TASK GOAL: If a line in the entries below includes "Right", pick it out and copy it.

BEGIN

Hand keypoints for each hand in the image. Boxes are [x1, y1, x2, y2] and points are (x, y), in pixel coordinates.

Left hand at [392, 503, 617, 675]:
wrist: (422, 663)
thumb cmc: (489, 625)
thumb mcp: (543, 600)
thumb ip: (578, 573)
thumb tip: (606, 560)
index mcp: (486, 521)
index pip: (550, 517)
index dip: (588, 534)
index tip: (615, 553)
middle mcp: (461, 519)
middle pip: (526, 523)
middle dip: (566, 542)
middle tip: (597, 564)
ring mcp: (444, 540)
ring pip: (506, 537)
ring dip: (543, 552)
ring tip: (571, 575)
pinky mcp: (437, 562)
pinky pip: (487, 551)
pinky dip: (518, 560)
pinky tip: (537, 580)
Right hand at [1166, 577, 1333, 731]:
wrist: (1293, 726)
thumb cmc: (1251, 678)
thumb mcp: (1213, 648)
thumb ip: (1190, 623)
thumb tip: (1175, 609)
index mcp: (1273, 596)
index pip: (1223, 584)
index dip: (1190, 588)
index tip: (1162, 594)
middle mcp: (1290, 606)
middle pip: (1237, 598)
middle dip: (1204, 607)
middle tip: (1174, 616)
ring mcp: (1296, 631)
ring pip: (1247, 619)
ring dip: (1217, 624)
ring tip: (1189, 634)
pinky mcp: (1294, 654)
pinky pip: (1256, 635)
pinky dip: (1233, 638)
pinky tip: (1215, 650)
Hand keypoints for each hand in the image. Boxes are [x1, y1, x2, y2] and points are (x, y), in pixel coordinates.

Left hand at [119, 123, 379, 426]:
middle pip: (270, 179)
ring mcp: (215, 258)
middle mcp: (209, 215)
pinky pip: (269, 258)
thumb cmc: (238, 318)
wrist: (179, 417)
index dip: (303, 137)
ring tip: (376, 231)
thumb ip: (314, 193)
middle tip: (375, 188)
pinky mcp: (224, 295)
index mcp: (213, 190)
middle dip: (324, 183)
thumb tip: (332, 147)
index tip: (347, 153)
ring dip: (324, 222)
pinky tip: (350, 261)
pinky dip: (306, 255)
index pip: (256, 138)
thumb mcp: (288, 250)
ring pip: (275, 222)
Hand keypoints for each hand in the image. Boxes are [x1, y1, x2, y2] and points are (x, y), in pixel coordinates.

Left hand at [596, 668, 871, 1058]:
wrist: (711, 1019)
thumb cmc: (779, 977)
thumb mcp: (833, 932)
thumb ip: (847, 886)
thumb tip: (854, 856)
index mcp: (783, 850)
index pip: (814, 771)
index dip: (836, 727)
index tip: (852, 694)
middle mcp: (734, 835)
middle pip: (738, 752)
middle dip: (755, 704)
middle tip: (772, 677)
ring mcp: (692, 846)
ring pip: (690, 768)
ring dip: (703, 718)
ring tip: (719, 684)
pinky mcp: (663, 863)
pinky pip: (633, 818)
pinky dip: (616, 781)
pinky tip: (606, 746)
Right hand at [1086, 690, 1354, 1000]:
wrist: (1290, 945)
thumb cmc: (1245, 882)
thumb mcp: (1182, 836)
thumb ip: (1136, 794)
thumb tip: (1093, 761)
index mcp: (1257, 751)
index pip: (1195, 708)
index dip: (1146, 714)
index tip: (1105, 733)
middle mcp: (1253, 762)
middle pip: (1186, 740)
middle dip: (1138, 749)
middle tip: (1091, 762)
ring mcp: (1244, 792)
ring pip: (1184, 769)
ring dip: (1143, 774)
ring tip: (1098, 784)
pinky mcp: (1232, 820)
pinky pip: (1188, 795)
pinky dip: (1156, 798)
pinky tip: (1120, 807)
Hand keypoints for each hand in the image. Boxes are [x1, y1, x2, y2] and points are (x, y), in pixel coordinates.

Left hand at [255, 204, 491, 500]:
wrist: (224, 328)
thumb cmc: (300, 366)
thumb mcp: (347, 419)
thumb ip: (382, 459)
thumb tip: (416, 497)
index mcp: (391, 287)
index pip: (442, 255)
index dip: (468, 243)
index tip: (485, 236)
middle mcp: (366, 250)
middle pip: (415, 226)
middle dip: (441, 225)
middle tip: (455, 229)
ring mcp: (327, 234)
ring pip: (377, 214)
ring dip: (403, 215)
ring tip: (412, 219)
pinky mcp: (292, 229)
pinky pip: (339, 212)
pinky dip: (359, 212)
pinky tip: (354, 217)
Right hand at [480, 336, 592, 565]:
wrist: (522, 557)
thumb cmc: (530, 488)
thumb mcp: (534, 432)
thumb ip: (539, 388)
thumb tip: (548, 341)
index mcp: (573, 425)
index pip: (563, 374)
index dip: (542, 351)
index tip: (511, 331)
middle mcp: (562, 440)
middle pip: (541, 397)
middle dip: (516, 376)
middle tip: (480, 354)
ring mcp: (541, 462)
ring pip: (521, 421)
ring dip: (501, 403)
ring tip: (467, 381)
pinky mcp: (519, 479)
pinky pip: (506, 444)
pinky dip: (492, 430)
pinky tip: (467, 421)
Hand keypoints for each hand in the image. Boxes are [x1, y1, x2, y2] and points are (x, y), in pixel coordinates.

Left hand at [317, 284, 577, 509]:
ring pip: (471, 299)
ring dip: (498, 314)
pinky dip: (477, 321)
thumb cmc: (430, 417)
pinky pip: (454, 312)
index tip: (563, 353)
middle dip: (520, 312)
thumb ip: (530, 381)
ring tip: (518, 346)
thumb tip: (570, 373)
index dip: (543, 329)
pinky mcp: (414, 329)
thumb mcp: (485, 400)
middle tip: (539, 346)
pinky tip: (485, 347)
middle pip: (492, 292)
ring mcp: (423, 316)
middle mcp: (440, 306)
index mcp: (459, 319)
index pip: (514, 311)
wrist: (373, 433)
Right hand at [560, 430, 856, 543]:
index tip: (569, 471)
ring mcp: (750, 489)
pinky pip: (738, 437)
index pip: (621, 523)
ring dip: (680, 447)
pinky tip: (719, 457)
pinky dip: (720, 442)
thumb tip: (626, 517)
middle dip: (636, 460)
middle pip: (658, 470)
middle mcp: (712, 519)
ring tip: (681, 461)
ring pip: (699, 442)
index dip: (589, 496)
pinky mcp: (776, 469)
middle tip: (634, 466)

END

TASK OUTPUT:
Right hand at [1166, 577, 1333, 731]:
Right hand at [1086, 690, 1354, 1000]:
Right hand at [480, 336, 592, 565]:
Right hand at [560, 430, 856, 543]:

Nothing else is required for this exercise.